At this point I'm about 50/50 buying a new sheet of wood and cutting what I really want or just saying berkeley it, Challenge, it'll do donkey.
I think you're well on track to earning the Most Fun Had at the Challenge award. This looks like a blast!
AxeHealey said:
In reply to sleepyhead the buffalo :
Obviously the forward piece would be cut out so the rear piece fits flush.
Alternatively I could try to cut butterfly keys and use those and glue to stick the pieces together(?). I don't believe there is a good place to mount the front edge of the rear piece separately.
At this point I'm about 50/50 buying a new sheet of wood and cutting what I really want or just saying berkeley it, Challenge, it'll do donkey.

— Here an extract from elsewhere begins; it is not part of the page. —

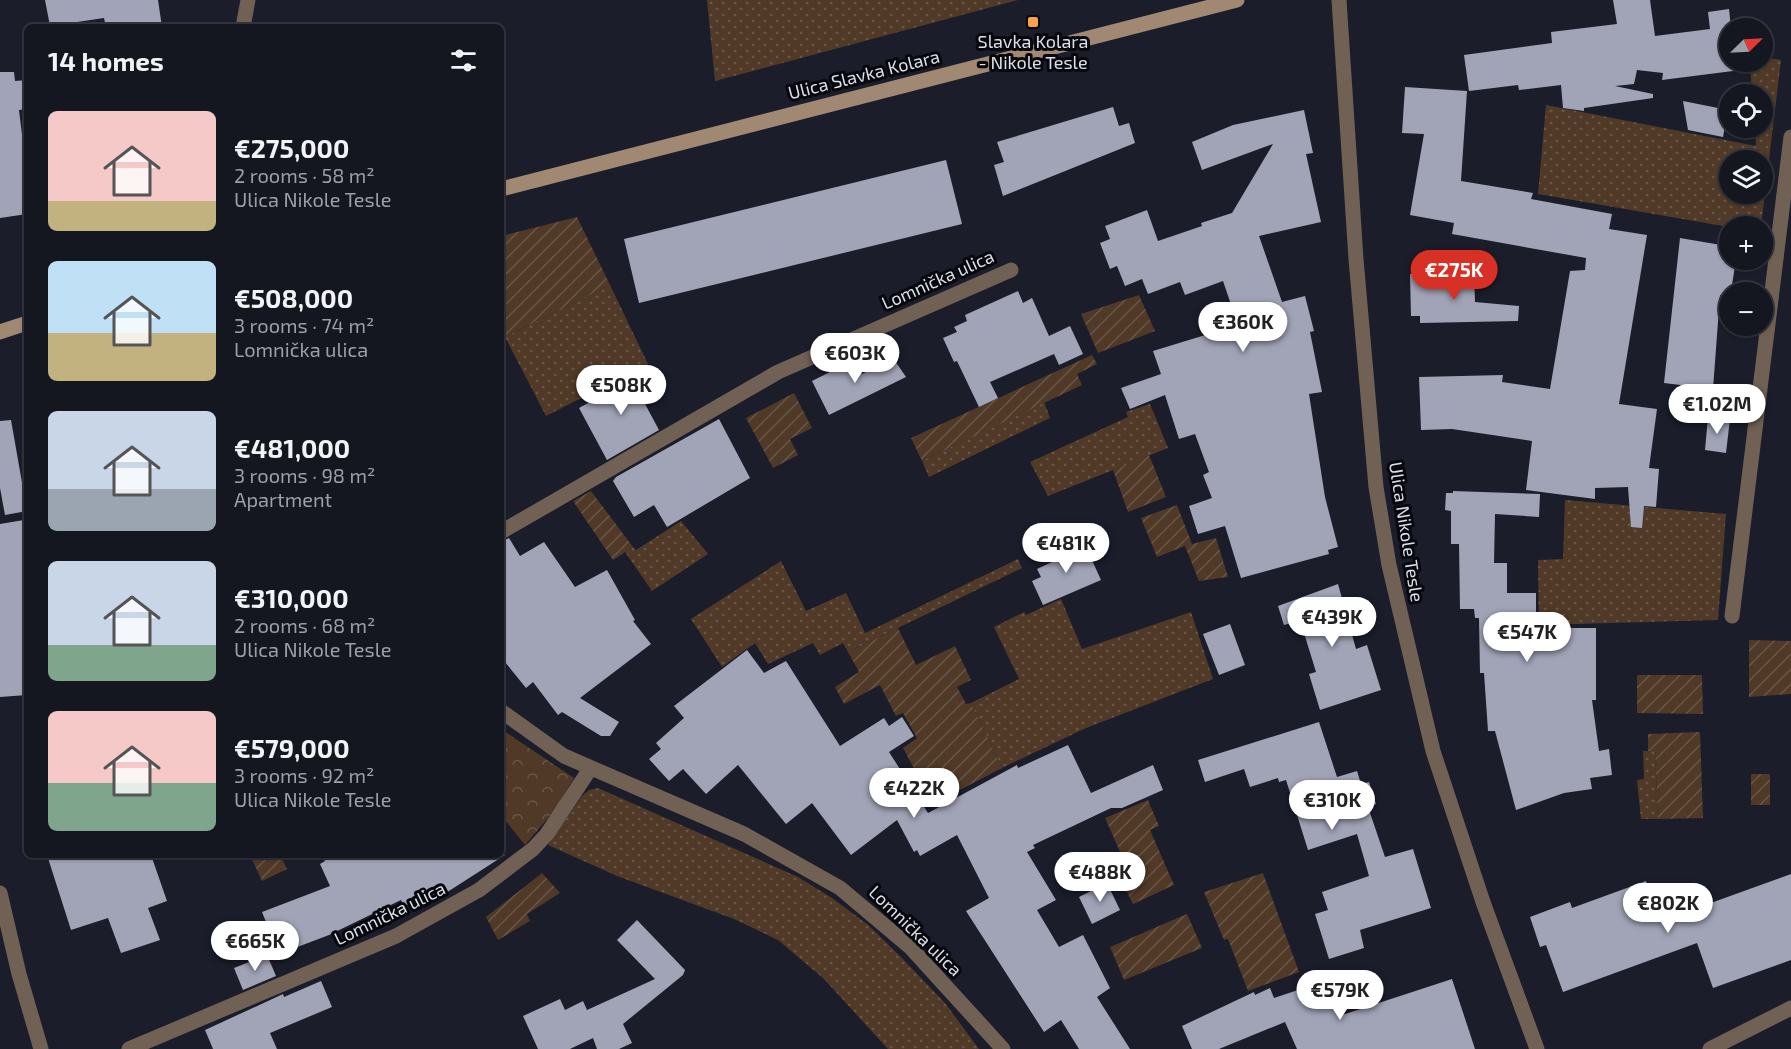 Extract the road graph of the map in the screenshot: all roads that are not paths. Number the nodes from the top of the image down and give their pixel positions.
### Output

assuming you can afford it in the budget... don't go to the trouble you're thinking. just have the rear piece overlap like you have it laid out and take advantage of the big glue bond area from having them that way. It'll help lower the forward piece. If you want, (after you cut any clearance you need for the wheels turning) you can bevel/taper the underside of the bottom piece all along the back edge. that'll help act like a splitter ramp in the fender area and then as a gradual transition in the center section... and it'll be really strong.
In reply to maschinenbau :
I'm looking forward to lots of three wheel fun!
In reply to sleepyhead the buffalo :
See, now, that's why you're head aerodynamicist of this illustrious race team!